• [TASK ITEM]: Every entry must be transcribed exactly as written.

• [TASK INPUTS]:
▬▬▬▬▬▬
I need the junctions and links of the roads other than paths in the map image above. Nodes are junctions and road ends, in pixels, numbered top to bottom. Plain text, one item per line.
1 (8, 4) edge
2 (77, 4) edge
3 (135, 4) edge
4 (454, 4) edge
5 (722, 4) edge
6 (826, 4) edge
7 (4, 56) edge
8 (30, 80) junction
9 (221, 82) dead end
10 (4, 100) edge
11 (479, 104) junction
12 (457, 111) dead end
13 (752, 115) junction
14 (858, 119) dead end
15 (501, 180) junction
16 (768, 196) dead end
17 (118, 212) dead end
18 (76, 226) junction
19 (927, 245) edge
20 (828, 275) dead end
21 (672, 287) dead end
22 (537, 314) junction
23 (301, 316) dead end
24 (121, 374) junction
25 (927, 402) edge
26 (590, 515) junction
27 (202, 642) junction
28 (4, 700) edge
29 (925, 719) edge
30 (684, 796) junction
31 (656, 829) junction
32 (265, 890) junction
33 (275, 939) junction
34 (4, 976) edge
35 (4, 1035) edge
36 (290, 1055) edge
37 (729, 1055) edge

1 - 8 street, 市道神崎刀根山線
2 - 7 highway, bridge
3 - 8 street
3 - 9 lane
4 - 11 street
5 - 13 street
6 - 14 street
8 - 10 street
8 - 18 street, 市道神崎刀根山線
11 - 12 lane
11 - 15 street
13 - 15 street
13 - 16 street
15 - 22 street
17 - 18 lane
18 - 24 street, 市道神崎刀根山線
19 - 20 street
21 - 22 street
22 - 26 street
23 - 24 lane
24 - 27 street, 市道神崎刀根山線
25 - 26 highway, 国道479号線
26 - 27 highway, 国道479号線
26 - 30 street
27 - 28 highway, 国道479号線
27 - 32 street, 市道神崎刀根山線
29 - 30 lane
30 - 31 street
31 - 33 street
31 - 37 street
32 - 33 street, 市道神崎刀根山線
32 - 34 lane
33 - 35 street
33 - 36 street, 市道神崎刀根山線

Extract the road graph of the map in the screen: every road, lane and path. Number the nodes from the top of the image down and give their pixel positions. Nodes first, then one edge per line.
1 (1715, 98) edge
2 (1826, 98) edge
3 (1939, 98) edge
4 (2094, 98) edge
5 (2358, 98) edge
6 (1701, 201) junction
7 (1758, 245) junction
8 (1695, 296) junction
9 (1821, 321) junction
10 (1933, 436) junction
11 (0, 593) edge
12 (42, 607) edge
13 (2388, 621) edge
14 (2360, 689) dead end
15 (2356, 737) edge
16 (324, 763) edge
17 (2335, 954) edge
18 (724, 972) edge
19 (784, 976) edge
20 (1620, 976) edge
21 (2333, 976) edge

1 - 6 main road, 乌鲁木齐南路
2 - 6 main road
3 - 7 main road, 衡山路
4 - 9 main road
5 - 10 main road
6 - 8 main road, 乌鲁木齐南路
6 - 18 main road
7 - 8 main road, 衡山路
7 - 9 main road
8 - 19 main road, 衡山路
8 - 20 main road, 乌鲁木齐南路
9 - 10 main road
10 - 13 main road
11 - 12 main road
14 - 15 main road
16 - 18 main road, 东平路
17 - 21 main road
▬▬▬▬▬▬
• [EXERCISE ANSWER]:
I need the junctions and links of the roads other than paths in the map image above. Nodes are junctions and road ends, in pixels, numbered top to bottom. Plain text, one item per line.
1 (8, 4) edge
2 (77, 4) edge
3 (135, 4) edge
4 (454, 4) edge
5 (722, 4) edge
6 (826, 4) edge
7 (4, 56) edge
8 (30, 80) junction
9 (221, 82) dead end
10 (4, 100) edge
11 (479, 104) junction
12 (457, 111) dead end
13 (752, 115) junction
14 (858, 119) dead end
15 (501, 180) junction
16 (768, 196) dead end
17 (118, 212) dead end
18 (76, 226) junction
19 (927, 245) edge
20 (828, 275) dead end
21 (672, 287) dead end
22 (537, 314) junction
23 (301, 316) dead end
24 (121, 374) junction
25 (927, 402) edge
26 (590, 515) junction
27 (202, 642) junction
28 (4, 700) edge
29 (925, 719) edge
30 (684, 796) junction
31 (656, 829) junction
32 (265, 890) junction
33 (275, 939) junction
34 (4, 976) edge
35 (4, 1035) edge
36 (290, 1055) edge
37 (729, 1055) edge

1 - 8 street, 市道神崎刀根山線
2 - 7 highway, bridge
3 - 8 street
3 - 9 lane
4 - 11 street
5 - 13 street
6 - 14 street
8 - 10 street
8 - 18 street, 市道神崎刀根山線
11 - 12 lane
11 - 15 street
13 - 15 street
13 - 16 street
15 - 22 street
17 - 18 lane
18 - 24 street, 市道神崎刀根山線
19 - 20 street
21 - 22 street
22 - 26 street
23 - 24 lane
24 - 27 street, 市道神崎刀根山線
25 - 26 highway, 国道479号線
26 - 27 highway, 国道479号線
26 - 30 street
27 - 28 highway, 国道479号線
27 - 32 street, 市道神崎刀根山線
29 - 30 lane
30 - 31 street
31 - 33 street
31 - 37 street
32 - 33 street, 市道神崎刀根山線
32 - 34 lane
33 - 35 street
33 - 36 street, 市道神崎刀根山線

Extract the road graph of the map in the screen: every road, lane and path. Number the nodes from the top of the image down and give their pixel positions. Nodes first, then one edge per line.
1 (1715, 98) edge
2 (1826, 98) edge
3 (1939, 98) edge
4 (2094, 98) edge
5 (2358, 98) edge
6 (1701, 201) junction
7 (1758, 245) junction
8 (1695, 296) junction
9 (1821, 321) junction
10 (1933, 436) junction
11 (0, 593) edge
12 (42, 607) edge
13 (2388, 621) edge
14 (2360, 689) dead end
15 (2356, 737) edge
16 (324, 763) edge
17 (2335, 954) edge
18 (724, 972) edge
19 (784, 976) edge
20 (1620, 976) edge
21 (2333, 976) edge

1 - 6 main road, 乌鲁木齐南路
2 - 6 main road
3 - 7 main road, 衡山路
4 - 9 main road
5 - 10 main road
6 - 8 main road, 乌鲁木齐南路
6 - 18 main road
7 - 8 main road, 衡山路
7 - 9 main road
8 - 19 main road, 衡山路
8 - 20 main road, 乌鲁木齐南路
9 - 10 main road
10 - 13 main road
11 - 12 main road
14 - 15 main road
16 - 18 main road, 东平路
17 - 21 main road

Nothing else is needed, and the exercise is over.